Brotherhoods are blood oaths; priests drink the blood of the covenant. Eleven of the first apostles were martyred. Brotherhoods are circles around a feminine center that is cherished, and so the priest guards the tabernacle housing the sacred presence, and he loves Mary, who housed the presence first.

We Catholics cannot ask Protestants or atheists or feminists to affirm our understanding. No doubt our processions, statues, fasts, candles, sacraments, special seasons and ancient garments seem like practices the college-educated should have long ago outgrown. But to understand the conclave, it is imperative to think in Catholic categories, not about modern trends.

The cardinals will not be debating "gay marriage" or "female ordination" for these are not even issues. For practicing Catholics, these are oxymorons — contradictions and impossibilities.

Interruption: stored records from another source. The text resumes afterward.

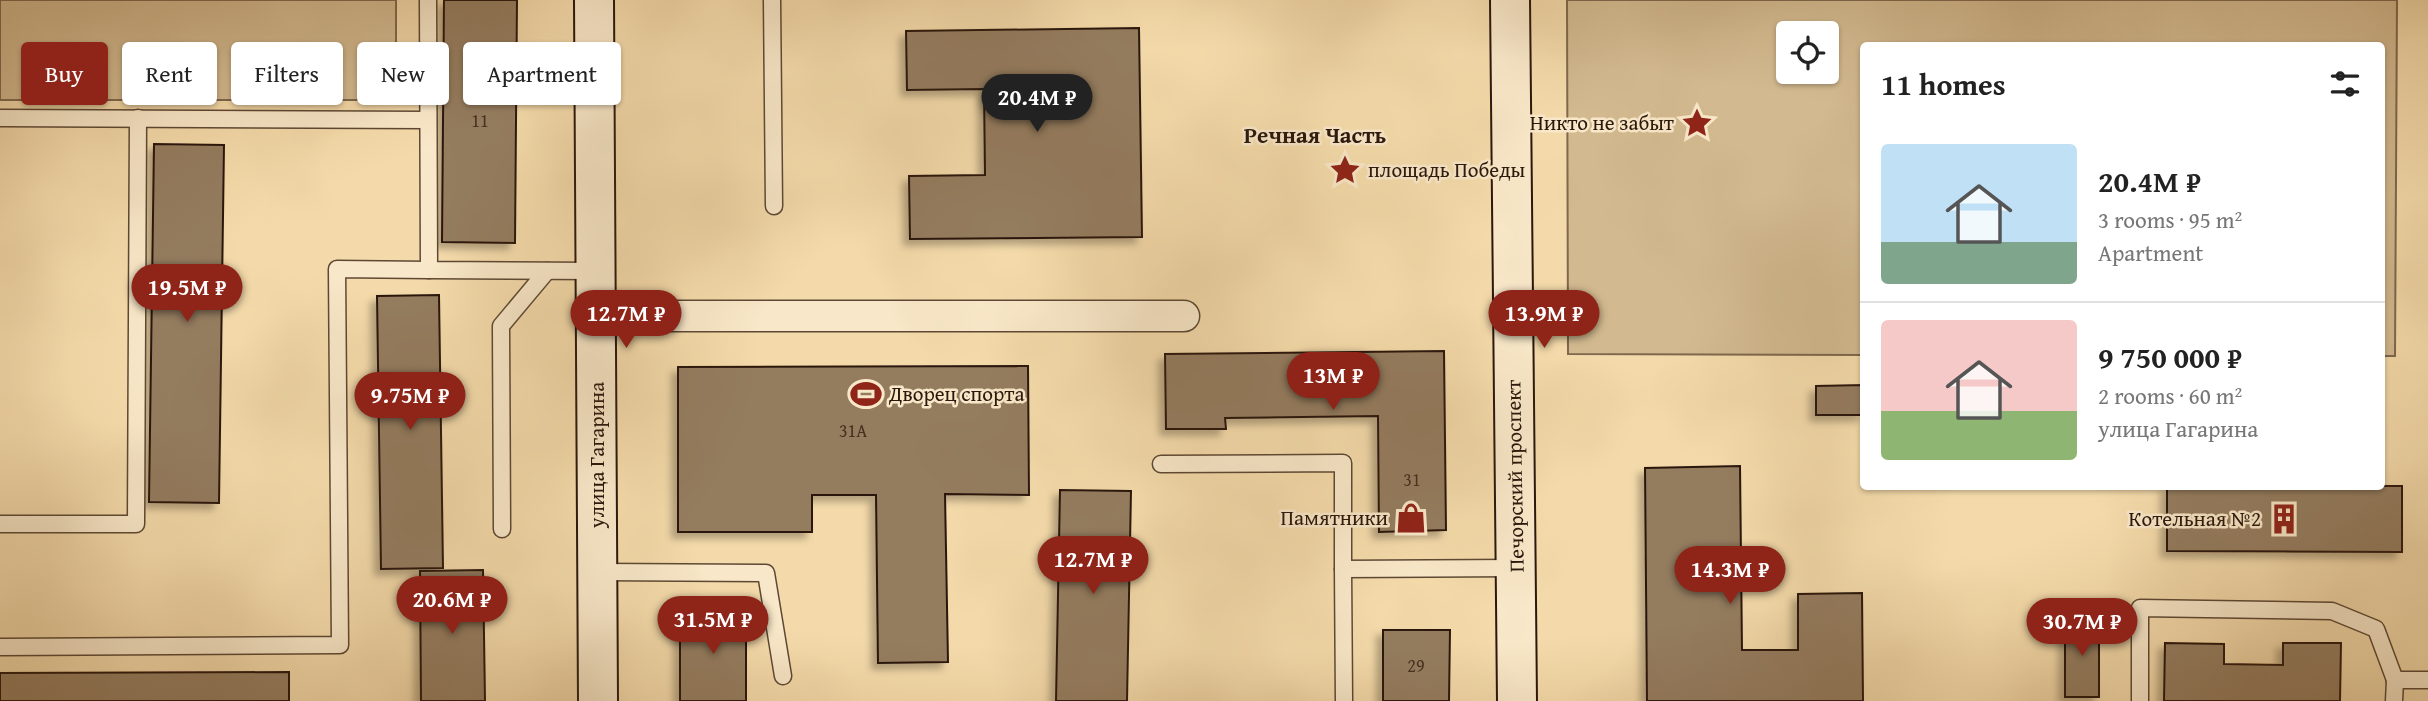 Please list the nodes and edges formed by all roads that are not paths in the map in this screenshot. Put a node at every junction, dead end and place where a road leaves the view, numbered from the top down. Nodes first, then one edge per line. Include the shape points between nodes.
1 (428, 0) edge
2 (594, 0) edge
3 (772, 0) edge
4 (1510, 0) edge
5 (0, 118) edge
6 (138, 118) junction
7 (428, 120) junction
8 (774, 206) dead end
9 (429, 270) junction
10 (547, 271) junction
11 (595, 271) junction
12 (596, 316) junction
13 (1184, 316) dead end
14 (1161, 464) dead end
15 (0, 524) edge
16 (502, 529) dead end
17 (1516, 568) junction
18 (1343, 569) junction
19 (597, 572) junction
20 (0, 647) edge
21 (783, 676) dead end
22 (2395, 680) junction
23 (2428, 680) edge
24 (598, 701) edge
25 (1344, 701) edge
26 (1517, 701) edge
27 (2140, 701) edge
28 (2394, 701) edge

1 - 7 lane
2 - 11 main road, улица Гагарина
3 - 8 lane
4 - 17 main road, Печорский проспект
5 - 6 lane
6 - 7 lane
6 - 15 lane via 136,524
7 - 9 lane
9 - 10 lane
9 - 20 lane via 337,269 340,645
10 - 11 lane
10 - 16 lane via 501,326
11 - 12 main road, улица Гагарина
12 - 13 street
12 - 19 main road, улица Гагарина
14 - 18 lane via 1343,463
17 - 18 lane
17 - 26 main road, Печорский проспект
18 - 25 lane
19 - 21 lane via 766,573
19 - 24 main road, улица Гагарина
22 - 23 lane
22 - 27 lane via 2376,629 2332,611 2140,608
22 - 28 lane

What's at stake is, however, truly about sex and love, because the Catholic Church is a communion built on loves, starting with the trinitarian love of the father for the son. Sex differences are central to our covenants of loving. This is expressed in our sacramental order of an all-male priesthood and male-female marriage. These sexually bounded covenants form the lattice of our public and private bonds.

The conclave is being deliberately called at this time of an ever-deepening rift in the Catholic priesthood and episcopacy. The great taboo (the "filth" that Pope Benedict has said threatens the nature of the church from the inside) can only be discussed, in our terms, as a kind of incest. This is the issue — once unspoken and now exposed — that fractures our priestly fraternity and has rendered our public speech a stutter, a stammer and too often a lie.

It is not only pedophilia but also homosexuality that threatens the ordered love of fathers for adult sons and brothers for brothers. This contest has little to do with individual rights and everything to do with the public communal nature of masculine love.

There is no guarantee that the next pope will be able to wash clean the apostles as Christ did at the Last Supper. There is no guarantee that in this conclave the will of the father and the counsel of the Holy Spirit will be heeded. It is guaranteed that the Holy Spirit will be present. But it is just as sure (as on the night before Christ died, when "Satan had entered into Judas") that some in the conclave will be with the Old Deceiver.

There is much to observe for those with eyes to see and ears to hear. For Catholics, Oremus — let us pray.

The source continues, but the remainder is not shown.